Gradually the games get more and more difficult, and the dog is trained to utilize its strongest asset — its nose.

“We shape the dog into using its nose,” Mason said. “It will use its nose to see things I can’t see.”

Traditionally, search and rescue dogs are large breeds such as German shepherds or retrievers. But the Island County group is almost exclusively retrievers.

“Which would you rather have coming to you in the woods?” Marchese said.

Zoom is the exemption to the stereotype, however. St. Armand said that because of his size he tends to stay close to her while they are searching. He also could not be used in a search in the snow because his legs are too short, she said. But in the winter Zoom does wear a coat to stay warm.

“With his size, covering huge, huge areas; yah, it’s going to take him longer,” St. Armand said. “But for confined space stuff, a small dog like Zoom would be very good at that.”

It’s just a dog’s game

For the dogs, going on a search is an elaborate game of fetch, but for the humans, a real search usually brings heartbreak.

St. Armand said that since she has been volunteering with the fire department for so long, nothing really gets to her any more.

“I’ve seen dead bodies, so it’s not something I prepare for anymore,” she said. “As far as preparing for what I’m going to see, it’s kind of a case by case basis.”

Mason and his dog, Cassie, have eight finds between them. He said that is a high number. Usually, only 10 percent of dogs who begin training ever make it out to a search. Of those, one percent will ever get a find.

Of the eight finds, seven have ended happily.

“That’s seven people who went home sooner or flat went home because Cassie works out regularly,” Mason said.

Even if they never actually find the missing person, Zoom and St. Armand are happy to be helping.

“Without the backup team, the rest of the team can’t function,” she said.

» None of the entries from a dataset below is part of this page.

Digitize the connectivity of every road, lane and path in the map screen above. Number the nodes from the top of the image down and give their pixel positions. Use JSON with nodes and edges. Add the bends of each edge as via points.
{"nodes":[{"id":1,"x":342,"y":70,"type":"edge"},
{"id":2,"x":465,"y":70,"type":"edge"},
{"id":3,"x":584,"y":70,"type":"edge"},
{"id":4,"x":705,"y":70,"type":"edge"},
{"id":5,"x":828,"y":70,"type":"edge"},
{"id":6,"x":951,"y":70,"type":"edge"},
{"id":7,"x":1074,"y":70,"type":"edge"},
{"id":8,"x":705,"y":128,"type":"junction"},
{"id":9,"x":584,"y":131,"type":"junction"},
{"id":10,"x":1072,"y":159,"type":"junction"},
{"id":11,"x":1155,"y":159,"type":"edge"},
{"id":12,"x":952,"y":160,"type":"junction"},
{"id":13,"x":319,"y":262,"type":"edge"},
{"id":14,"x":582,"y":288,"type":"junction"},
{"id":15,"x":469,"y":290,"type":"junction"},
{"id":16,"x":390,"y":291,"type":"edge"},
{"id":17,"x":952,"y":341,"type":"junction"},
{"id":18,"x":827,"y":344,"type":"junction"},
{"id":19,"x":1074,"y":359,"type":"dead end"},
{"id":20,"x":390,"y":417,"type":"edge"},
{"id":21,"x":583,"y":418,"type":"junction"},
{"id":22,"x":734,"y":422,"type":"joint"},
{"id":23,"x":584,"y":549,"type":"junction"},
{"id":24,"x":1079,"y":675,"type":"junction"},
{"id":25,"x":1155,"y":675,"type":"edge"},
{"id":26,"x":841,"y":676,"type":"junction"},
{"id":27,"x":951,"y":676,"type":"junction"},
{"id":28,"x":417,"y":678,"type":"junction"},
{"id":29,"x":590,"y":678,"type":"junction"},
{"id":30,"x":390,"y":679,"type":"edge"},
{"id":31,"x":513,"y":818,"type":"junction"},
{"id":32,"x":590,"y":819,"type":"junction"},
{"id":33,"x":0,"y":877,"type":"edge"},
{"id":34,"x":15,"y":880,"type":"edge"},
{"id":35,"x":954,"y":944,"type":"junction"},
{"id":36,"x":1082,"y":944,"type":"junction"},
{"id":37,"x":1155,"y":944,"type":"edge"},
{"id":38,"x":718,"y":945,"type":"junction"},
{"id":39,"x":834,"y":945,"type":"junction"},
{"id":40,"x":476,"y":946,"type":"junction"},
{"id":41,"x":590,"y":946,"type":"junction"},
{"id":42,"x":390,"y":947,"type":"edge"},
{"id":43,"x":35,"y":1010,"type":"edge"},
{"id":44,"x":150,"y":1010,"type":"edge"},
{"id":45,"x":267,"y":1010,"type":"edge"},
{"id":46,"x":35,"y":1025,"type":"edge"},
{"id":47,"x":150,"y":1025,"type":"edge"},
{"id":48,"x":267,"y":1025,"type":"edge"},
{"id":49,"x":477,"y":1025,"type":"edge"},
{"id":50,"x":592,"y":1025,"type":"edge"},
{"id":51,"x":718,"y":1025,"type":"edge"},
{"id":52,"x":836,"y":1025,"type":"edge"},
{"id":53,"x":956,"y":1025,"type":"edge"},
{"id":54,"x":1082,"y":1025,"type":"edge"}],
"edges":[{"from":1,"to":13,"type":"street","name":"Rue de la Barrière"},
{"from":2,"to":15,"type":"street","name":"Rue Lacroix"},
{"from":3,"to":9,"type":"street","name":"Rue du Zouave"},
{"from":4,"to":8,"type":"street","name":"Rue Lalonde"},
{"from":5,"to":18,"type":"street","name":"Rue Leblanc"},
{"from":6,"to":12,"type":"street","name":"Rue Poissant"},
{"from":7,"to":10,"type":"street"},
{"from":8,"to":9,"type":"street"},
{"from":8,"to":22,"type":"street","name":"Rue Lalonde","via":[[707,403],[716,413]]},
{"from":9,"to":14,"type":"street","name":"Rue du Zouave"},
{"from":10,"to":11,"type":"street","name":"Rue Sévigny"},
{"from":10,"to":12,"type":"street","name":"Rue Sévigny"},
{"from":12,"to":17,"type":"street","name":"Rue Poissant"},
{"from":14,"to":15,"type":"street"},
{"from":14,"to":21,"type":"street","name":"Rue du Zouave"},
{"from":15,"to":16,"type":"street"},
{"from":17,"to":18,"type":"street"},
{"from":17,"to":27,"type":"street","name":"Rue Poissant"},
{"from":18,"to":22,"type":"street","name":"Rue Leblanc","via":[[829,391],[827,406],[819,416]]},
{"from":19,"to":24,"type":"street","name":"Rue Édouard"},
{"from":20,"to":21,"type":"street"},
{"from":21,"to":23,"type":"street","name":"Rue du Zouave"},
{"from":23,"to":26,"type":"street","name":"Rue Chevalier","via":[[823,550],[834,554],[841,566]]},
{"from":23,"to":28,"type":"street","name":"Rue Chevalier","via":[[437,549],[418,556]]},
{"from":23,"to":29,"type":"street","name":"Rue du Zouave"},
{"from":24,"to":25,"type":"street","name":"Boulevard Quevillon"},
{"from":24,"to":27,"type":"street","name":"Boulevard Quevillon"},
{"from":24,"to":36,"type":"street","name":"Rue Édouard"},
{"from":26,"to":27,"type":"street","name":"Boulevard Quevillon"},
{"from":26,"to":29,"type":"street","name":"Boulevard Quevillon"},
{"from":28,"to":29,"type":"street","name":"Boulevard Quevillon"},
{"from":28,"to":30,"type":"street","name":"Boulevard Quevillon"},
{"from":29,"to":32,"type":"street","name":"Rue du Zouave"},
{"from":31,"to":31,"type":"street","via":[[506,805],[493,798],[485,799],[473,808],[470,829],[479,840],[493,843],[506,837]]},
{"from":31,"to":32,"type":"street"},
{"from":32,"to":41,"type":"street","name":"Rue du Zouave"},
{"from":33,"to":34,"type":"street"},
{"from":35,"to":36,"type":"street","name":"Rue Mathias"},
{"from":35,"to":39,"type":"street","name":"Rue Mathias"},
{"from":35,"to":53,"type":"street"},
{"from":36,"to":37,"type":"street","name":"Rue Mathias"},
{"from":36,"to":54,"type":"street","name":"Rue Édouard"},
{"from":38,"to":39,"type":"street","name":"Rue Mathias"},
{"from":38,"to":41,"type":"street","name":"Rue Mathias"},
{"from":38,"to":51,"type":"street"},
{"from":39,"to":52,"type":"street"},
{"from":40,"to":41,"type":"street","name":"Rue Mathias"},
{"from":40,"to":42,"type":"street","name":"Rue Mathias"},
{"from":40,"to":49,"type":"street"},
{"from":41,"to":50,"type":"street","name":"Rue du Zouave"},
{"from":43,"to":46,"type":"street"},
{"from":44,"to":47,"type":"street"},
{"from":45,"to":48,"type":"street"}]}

If the team can continue to function, it needs people and resources. It has only eight members, all of whom have other commitments as well. It takes a special kind of person to be able to commit to the training regimen the people keep up. They average five major workouts per month, Mason said.

“It’s easy to find people who claim they can do this job,” he said. “It’s the ones who have been training for a long time that turns the tide when the things go wrong.”

Mason said the people need to be dedicated and reliable as well.

“When lives are on the line, the standard goes way up,” he said.

But in the end, it pays off. When a child or an Alzheimer’s patient is returned safely, the happiness is worth the countless hours these people put in.

“That little nose on the end of that yellow dog is what turns it into a quick recovery,” Mason said.